Influenced by an aesthetic and theoretical framework that is inspired by my readings of Hélène Cixous and Anaïs Nin as well as a childhood fascination with the work of René Magritte, these images place doubt on the perceived object, rendering them poetic yet strangely disturbing in their inability to be defined. My childhood desire to crawl into Magritte’s paintings has been profoundly significant in the composition of my images. Hidden in our world are multitudes of other worldly possibilities that cannot be perceived without a deconstruction. In that vein, these diaristic images seek to deconstruct the visual vocabulary in which we feel so comfortable. Imagery is text to the extent that we attempt to mentally define what we see everyday with words. When we travel between different cultures and landscapes those definitions often do not fit our preconceived notions and we search for ways to describe the indescribable. My understanding of other cultures has come from breaking through those predefined cultural and physical landscapes to the point of reinventing my own vision. This work places doubt on what we see, questioning whether the world can be viewed differently than we have constructed it socially.

[French Version]
La série Frontiers est une représentation visuelle de mon expérience multiculturelle, révélant un monde intérieur qui comprend différentes langues, religions et paysages culturels qui vivent en moi comme des souvenirs fragmentés en quête d’intégrité. Le fait d’avoir grandi entre la France et les Etats-Unis avec de frequents voyages internationaux a beaucoup influencé ma vision et ma compréhension du monde. Culturellement parlant, je suis française, américaine, algérienne; élevée parmi des juifs, des athées et des protestants baptistes du sud des Etats-Unis; mariée à un musulman et mère d’un fils qui portera toutes ces cultures en lui vers une nouvelle génération. Mon affiliation à plusieurs identités me donne souvent le sentiment d’être plutôt une observatrice de ma vie plutôt qu’une participante; révisant, éditant et fondant dans le paysage. Quand « chez soi » est simultanément partout et nulle part, on est condamné à une contemplation constante qui rend la réalité ambiguë et à une recherche constante de cohérence. Celle-ci devient une reconstruction instinctive de la mémoire à travers une fusion de temps et de l’espace.

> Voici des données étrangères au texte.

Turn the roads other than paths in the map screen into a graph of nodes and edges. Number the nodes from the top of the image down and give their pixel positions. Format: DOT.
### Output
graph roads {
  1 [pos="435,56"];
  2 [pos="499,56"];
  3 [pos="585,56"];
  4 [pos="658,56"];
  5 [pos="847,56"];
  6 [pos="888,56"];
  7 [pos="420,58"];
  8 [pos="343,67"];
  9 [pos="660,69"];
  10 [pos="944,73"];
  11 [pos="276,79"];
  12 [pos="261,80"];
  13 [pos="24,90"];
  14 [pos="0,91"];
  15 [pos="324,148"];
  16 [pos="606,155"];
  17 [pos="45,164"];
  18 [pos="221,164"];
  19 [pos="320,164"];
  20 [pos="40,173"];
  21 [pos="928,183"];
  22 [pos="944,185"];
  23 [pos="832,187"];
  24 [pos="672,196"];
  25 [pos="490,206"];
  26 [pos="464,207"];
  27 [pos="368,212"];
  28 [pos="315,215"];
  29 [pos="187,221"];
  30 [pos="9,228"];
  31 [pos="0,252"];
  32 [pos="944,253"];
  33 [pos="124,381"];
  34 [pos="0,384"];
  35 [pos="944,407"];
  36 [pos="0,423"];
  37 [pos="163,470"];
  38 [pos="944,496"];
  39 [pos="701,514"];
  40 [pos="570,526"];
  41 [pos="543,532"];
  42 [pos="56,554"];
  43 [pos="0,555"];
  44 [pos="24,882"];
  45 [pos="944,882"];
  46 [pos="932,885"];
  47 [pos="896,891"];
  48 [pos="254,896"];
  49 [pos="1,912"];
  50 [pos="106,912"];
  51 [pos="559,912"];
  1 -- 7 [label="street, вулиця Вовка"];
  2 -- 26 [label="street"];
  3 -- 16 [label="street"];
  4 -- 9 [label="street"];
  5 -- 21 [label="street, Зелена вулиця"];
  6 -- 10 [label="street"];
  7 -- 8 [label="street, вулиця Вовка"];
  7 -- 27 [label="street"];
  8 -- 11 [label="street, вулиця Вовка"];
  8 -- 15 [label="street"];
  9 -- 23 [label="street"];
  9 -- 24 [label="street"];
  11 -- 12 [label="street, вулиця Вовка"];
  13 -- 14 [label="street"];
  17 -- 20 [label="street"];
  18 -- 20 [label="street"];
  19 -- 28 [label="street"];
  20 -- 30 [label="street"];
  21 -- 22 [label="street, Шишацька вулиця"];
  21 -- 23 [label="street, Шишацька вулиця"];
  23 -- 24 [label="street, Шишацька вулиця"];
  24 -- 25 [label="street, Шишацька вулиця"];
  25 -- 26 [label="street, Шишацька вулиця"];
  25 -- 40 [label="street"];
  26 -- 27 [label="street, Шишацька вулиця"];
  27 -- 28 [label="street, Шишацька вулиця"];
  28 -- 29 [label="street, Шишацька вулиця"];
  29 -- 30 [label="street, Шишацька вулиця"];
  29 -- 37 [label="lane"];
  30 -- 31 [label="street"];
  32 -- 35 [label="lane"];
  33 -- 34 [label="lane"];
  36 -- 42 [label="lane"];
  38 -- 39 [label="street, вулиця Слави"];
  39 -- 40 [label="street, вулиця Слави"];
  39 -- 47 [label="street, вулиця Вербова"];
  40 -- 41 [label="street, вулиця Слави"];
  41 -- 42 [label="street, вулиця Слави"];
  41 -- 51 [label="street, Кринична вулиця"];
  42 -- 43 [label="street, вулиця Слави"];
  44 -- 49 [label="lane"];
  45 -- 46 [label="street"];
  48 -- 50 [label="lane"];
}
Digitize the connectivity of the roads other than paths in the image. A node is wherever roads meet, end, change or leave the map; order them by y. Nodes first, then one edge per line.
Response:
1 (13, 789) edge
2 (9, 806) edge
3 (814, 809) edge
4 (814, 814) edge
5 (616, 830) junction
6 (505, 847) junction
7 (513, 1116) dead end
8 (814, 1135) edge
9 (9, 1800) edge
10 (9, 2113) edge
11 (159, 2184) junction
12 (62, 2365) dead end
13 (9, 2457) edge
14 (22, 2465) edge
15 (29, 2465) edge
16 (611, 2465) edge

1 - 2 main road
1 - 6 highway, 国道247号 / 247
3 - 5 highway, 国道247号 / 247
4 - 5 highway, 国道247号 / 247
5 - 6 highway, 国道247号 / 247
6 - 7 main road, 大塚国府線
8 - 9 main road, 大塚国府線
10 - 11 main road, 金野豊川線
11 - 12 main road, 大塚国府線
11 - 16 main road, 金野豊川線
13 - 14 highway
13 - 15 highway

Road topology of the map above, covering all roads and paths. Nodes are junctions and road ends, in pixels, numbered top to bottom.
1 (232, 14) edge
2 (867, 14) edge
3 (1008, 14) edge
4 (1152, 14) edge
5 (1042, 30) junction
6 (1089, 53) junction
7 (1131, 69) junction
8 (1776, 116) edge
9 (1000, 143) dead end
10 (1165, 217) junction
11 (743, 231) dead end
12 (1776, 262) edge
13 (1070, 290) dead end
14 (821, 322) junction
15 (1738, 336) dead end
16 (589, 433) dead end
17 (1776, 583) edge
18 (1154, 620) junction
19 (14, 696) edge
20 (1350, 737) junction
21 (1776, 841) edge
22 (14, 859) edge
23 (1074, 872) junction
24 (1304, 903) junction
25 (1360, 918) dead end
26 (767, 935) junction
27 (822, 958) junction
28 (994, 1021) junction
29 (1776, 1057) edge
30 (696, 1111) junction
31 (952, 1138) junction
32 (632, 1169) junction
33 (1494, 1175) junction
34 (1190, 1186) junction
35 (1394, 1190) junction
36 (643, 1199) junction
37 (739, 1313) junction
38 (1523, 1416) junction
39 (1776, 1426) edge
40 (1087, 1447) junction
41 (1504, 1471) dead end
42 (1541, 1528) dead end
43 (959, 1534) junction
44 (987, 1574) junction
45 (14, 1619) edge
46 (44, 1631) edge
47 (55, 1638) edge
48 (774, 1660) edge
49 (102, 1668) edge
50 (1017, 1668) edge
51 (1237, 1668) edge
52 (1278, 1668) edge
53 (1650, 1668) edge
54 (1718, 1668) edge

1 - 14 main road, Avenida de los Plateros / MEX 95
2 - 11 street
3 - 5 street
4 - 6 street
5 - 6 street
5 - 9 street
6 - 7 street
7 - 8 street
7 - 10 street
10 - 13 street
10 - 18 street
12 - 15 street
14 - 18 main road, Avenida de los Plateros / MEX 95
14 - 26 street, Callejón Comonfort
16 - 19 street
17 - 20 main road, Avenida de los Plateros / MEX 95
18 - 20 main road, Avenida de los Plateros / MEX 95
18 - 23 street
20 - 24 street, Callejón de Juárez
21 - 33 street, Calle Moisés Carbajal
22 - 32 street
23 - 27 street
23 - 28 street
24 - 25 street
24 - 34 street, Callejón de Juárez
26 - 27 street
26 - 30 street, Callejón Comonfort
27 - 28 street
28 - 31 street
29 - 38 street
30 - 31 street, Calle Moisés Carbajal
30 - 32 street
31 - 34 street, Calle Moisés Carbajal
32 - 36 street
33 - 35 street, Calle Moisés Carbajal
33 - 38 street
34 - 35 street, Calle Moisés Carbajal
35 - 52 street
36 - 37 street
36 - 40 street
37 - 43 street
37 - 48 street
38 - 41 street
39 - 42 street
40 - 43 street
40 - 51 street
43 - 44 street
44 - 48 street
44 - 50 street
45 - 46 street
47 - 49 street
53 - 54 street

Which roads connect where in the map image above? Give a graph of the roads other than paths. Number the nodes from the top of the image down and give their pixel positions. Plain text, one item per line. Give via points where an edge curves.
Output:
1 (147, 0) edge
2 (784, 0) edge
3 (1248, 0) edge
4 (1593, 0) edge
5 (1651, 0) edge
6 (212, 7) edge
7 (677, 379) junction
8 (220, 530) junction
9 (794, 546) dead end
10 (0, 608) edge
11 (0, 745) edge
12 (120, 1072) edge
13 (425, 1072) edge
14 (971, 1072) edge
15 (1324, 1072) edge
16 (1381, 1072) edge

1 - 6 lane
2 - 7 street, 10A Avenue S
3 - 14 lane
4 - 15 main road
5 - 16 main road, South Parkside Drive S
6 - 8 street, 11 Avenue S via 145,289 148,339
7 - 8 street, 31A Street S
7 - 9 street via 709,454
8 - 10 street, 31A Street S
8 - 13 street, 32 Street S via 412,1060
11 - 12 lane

Influencée par un cadre esthétique et théorique inspiré par mes lectures d’Hélène Cixous et d’Anaïs Nin ainsi que ma fascination d’enfance pour les peintures de René Magritte, ces photos placent un doute sur l’objet aperçu, les rendant poétiques mais troublantes, indéfinissables et insaisissables. Il y a, cachée dans notre monde, une multitude d’univers possibles qui ne peuvent pas être aperçus sans un travail de déconstruction. De cette façon, ces images, dont l’apparence évoque le journal intime, tentent de déconstruire le vocabulaire visuel dans lequel nous nous sentons le plus à l’aise. L’imagerie est texte dans le sens que nous tentons de définir tout ce que nous apercevons en mots. Quand nous voyageons entre différentes cultures et divers paysages, ces définitions ne répondent pas toujours aux idées préconçues qu’on pourrait en avoir et nous devons chercher un moyen de décrire l’indescriptible. Ma comprehension de ces cultures d’autrui est le résultat d’un travail itératif de deconstruction de ces paysages culturels et topographiques prédéfinis, poussé jusqu’à la reinvention complete de ma propre vision. Ce travail crée un doute sur la nature de ce que l’on voit et nous invite à nous demander si une autre vision du monde, différente de celle que nos sociétés ont fabriquée, est envisageable.